_Work task:_ Determine how many lines in the listing below contain "blur", then give only that number.

##### Supplied information

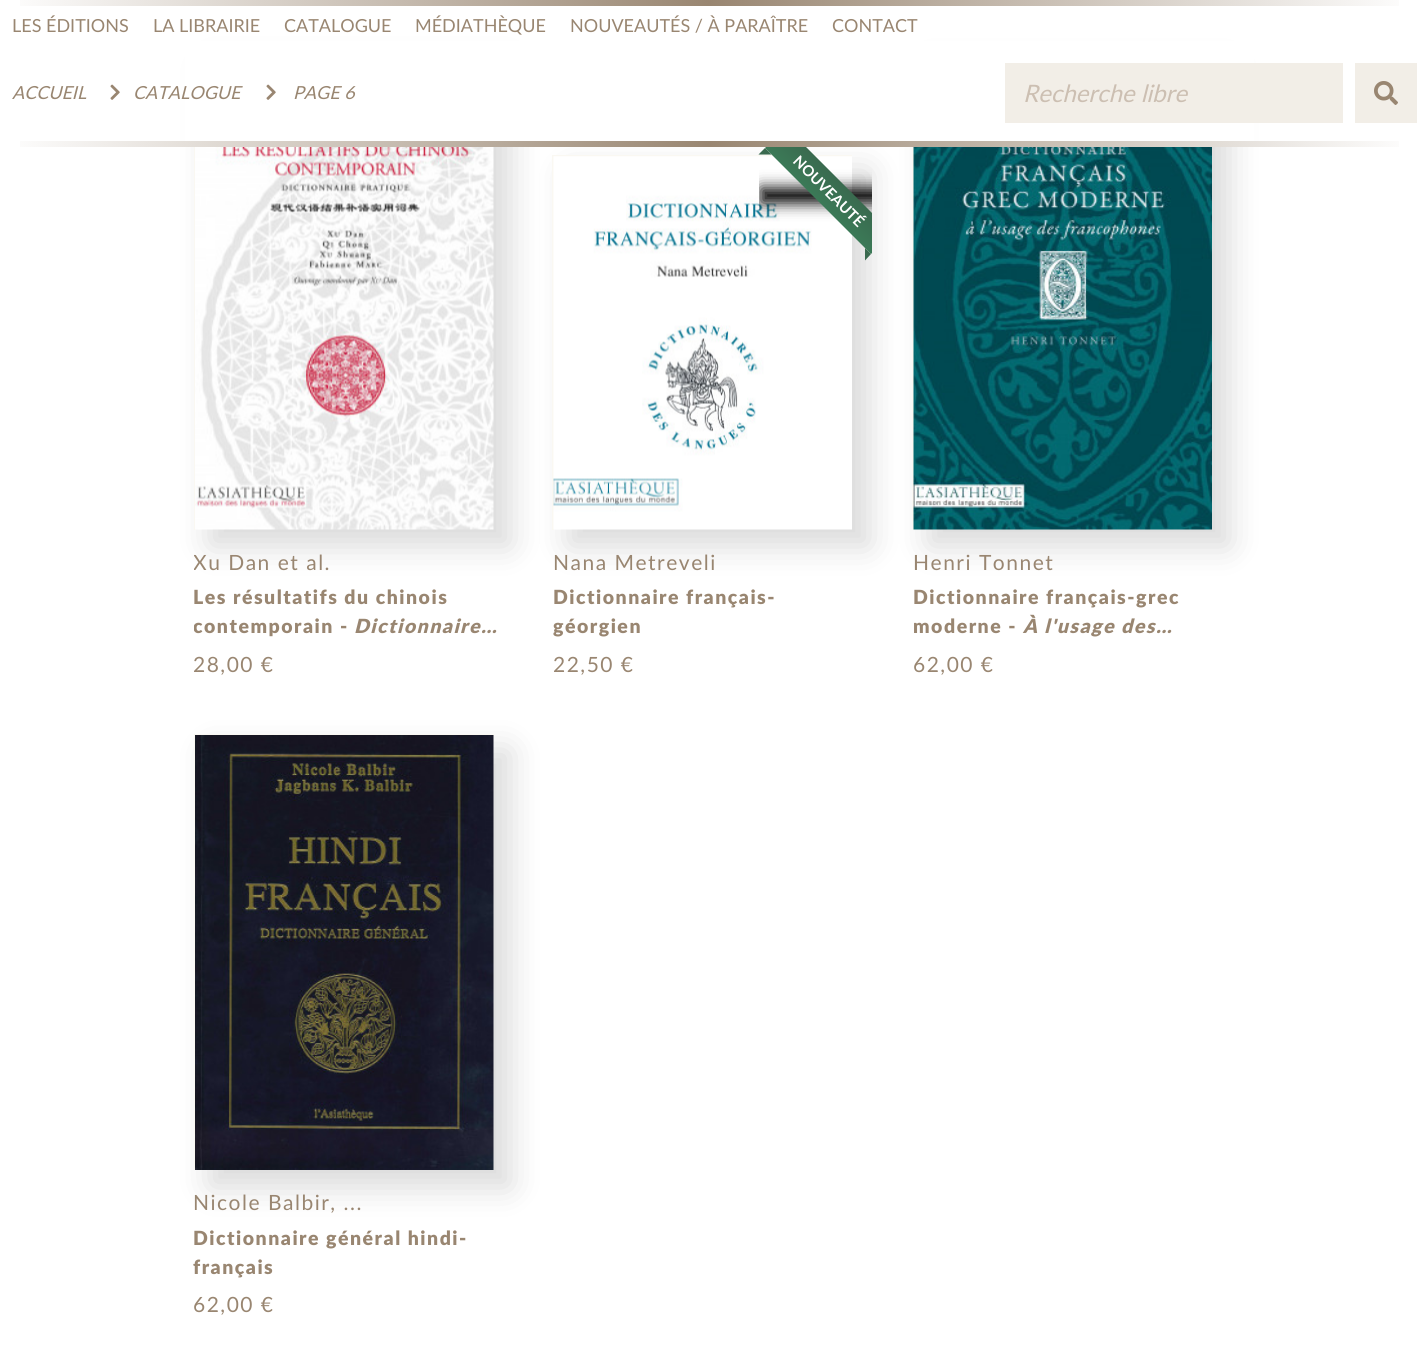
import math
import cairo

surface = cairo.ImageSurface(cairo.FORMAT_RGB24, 1417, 1370)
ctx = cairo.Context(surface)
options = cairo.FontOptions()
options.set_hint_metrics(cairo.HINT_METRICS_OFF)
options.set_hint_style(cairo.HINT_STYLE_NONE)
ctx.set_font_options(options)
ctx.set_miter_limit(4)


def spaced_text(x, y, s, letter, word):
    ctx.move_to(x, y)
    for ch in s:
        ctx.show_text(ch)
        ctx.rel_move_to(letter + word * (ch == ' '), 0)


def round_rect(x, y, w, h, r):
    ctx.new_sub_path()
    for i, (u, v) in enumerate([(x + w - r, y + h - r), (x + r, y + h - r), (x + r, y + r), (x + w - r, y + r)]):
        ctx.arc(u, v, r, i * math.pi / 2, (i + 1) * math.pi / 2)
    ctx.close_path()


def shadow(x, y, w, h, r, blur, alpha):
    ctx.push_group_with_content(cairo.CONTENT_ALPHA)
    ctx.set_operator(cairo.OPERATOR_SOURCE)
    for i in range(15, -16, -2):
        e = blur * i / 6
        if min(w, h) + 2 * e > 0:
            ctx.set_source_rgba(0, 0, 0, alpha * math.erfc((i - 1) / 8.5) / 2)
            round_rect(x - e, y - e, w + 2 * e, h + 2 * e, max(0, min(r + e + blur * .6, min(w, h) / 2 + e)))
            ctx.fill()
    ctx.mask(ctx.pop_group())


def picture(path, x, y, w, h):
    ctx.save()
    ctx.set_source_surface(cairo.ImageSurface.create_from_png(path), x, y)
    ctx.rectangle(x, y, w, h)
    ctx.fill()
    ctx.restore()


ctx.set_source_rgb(1, 1, 1)
ctx.paint()
ctx.set_source_rgb(0, 0, 0)
shadow(210, 66, 300, 480, 0, 16.5, 0.15)
shadow(569, 171, 300, 375, 0, 16.5, 0.15)
shadow(929, 68, 300, 478, 0, 16.5, 0.15)
ctx.set_source_rgb(1, 1, 1)
ctx.rectangle(185, 41, 1069, 106)
ctx.fill()
picture("img1.png", 20, 0, 1379, 147)
ctx.select_font_face("Lato")
ctx.set_font_size(18)
ctx.set_source_rgb(0.6, 0.525, 0.443)
ctx.move_to(12, 32)
ctx.show_text("LES ÉDITIONS")
ctx.move_to(153, 32)
ctx.show_text("LA LIBRAIRIE")
ctx.move_to(284, 32)
ctx.show_text("CATALOGUE")
ctx.move_to(415, 32)
ctx.show_text("MÉDIATHÈQUE")
ctx.move_to(570, 32)
ctx.show_text("NOUVEAUTÉS / À PARAÎTRE")
ctx.move_to(832, 32)
ctx.show_text("CONTACT")
ctx.select_font_face("Lato", cairo.FONT_SLANT_ITALIC)
ctx.move_to(12, 99)
ctx.show_text("ACCUEIL")
picture("img2.png", 110, 84, 10, 16)
ctx.move_to(133, 99)
ctx.show_text("CATALOGUE")
picture("img2.png", 266, 84, 10, 16)
ctx.move_to(293, 99)
ctx.show_text("PAGE 6")
ctx.set_source_rgb(0.949, 0.933, 0.906)
ctx.rectangle(1005, 63, 338, 60)
ctx.fill()
ctx.set_font_size(24)
ctx.set_source_rgb(0.8, 0.749, 0.698)
ctx.move_to(1023, 102)
ctx.show_text("Recherche libre")
ctx.set_source_rgb(0.949, 0.933, 0.906)
ctx.rectangle(1355, 63, 62, 60)
ctx.fill()
picture("img3.png", 1374, 81, 24, 24)
ctx.set_source_rgb(0.98, 0.969, 0.949)
ctx.rectangle(194, 147, 2, 383)
ctx.fill()
picture("img4.png", 195, 147, 299, 383)
ctx.save()
ctx.rectangle(194, 542, 310, 42)
ctx.clip()
ctx.select_font_face("Lato")
ctx.set_font_size(21)
ctx.set_source_rgb(0.6, 0.525, 0.443)
spaced_text(193, 570, "Xu Dan et al.", 1.5, 0)
ctx.restore()
ctx.select_font_face("Lato Black")
ctx.set_font_size(19.5)
ctx.set_source_rgb(0.6, 0.525, 0.443)
spaced_text(193, 604, "Les résultatifs du chinois", 1.5, 0)
ctx.save()
ctx.rectangle(194, 584, 310, 58)
ctx.clip()
spaced_text(193, 633, "contemporain", 1.5, 0)
ctx.restore()
spaced_text(340, 633, "-", 1.5, 0)
ctx.select_font_face("Lato Black", cairo.FONT_SLANT_ITALIC)
spaced_text(354, 633, "Dictionnaire…", 1.5, 0)
ctx.select_font_face("Lato")
ctx.set_font_size(21)
spaced_text(193, 672, "28,00 €", 1.5, 0)
ctx.set_source_rgb(0.98, 0.969, 0.949)
ctx.rectangle(552, 155, 300, 2)
ctx.fill()
ctx.rectangle(552, 155, 2, 375)
ctx.fill()
picture("img5.png", 553, 156, 299, 374)
ctx.rectangle(912, 147, 2, 383)
ctx.fill()
picture("img6.png", 913, 147, 299, 383)
ctx.save()
ctx.rectangle(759, 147, 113, 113)
ctx.clip()
ctx.set_source_rgb(0, 0, 0)
shadow(761, 188, 135, 15, 0, 7.5, 1)
ctx.restore()
ctx.save()
ctx.rectangle(759, 147, 113, 113)
ctx.clip()
gradient = cairo.LinearGradient(839, 180, 818, 201)
gradient.add_color_stop_rgba(0, 0.227, 0.416, 0.31, 1)
gradient.add_color_stop_rgba(1, 0.231, 0.478, 0.341, 1)
ctx.set_source(gradient)
ctx.new_path()
ctx.move_to(786, 127)
ctx.line_to(892, 233)
ctx.line_to(871, 254)
ctx.line_to(765, 148)
ctx.close_path()
ctx.fill()
ctx.restore()
ctx.set_source_rgb(0.227, 0.416, 0.31)
ctx.new_path()
ctx.move_to(765, 148)
ctx.line_to(771.5, 154.5)
ctx.line_to(765, 154.5)
ctx.close_path()
ctx.move_to(758.5, 154.5)
ctx.line_to(765, 148)
ctx.line_to(765, 154.5)
ctx.close_path()
ctx.fill()
ctx.select_font_face("Lato", cairo.FONT_SLANT_NORMAL, cairo.FONT_WEIGHT_BOLD)
ctx.set_font_size(15)
ctx.set_source_rgb(1, 1, 1)
ctx.save()
ctx.translate(792, 162)
ctx.rotate(45 * math.pi / 180)
ctx.move_to(0, 0)
ctx.show_text("NOUVEAUTÉ")
ctx.restore()
ctx.set_source_rgb(0.227, 0.416, 0.31)
ctx.new_path()
ctx.move_to(865, 248)
ctx.line_to(871, 254)
ctx.line_to(865, 254)
ctx.close_path()
ctx.move_to(871, 254)
ctx.line_to(865, 260.5)
ctx.line_to(865, 254)
ctx.close_path()
ctx.fill()
ctx.select_font_face("Lato")
ctx.set_font_size(21)
ctx.set_source_rgb(0.6, 0.525, 0.443)
spaced_text(553, 570, "Nana Metreveli", 1.5, 0)
ctx.select_font_face("Lato Black")
ctx.set_font_size(19.5)
spaced_text(553, 604, "Dictionnaire français-", 1.5, 0)
spaced_text(553, 633, "géorgien", 1.5, 0)
ctx.select_font_face("Lato")
ctx.set_font_size(21)
spaced_text(553, 672, "22,50 €", 1.5, 0)
spaced_text(913, 570, "Henri Tonnet", 1.5, 0)
ctx.select_font_face("Lato Black")
ctx.set_font_size(19.5)
spaced_text(913, 604, "Dictionnaire français-grec", 1.5, 0)
spaced_text(913, 633, "moderne -", 1.5, 0)
ctx.select_font_face("Lato Black", cairo.FONT_SLANT_ITALIC)
spaced_text(1023, 633, "À l'usage des…", 1.5, 0)
ctx.select_font_face("Lato")
ctx.set_font_size(21)
spaced_text(913, 672, "62,00 €", 1.5, 0)
ctx.set_source_rgb(0, 0, 0)
shadow(210, 750, 300, 437, 0, 16.5, 0.15)
ctx.set_source_rgb(0.98, 0.969, 0.949)
ctx.rectangle(194, 734, 300, 2)
ctx.fill()
ctx.rectangle(194, 734, 2, 436)
ctx.fill()
picture("img7.png", 195, 735, 299, 435)
ctx.set_source_rgb(0.6, 0.525, 0.443)
spaced_text(193, 1210, "Nicole Balbir, ...", 1.5, 0)
ctx.select_font_face("Lato Black")
ctx.set_font_size(19.5)
spaced_text(193, 1245, "Dictionnaire général hindi-", 1.5, 0)
spaced_text(193, 1274, "français", 1.5, 0)
ctx.select_font_face("Lato")
ctx.set_font_size(21)
spaced_text(193, 1312, "62,00 €", 1.5, 0)
surface.write_to_png("page.png")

##########

_Solution:_ 3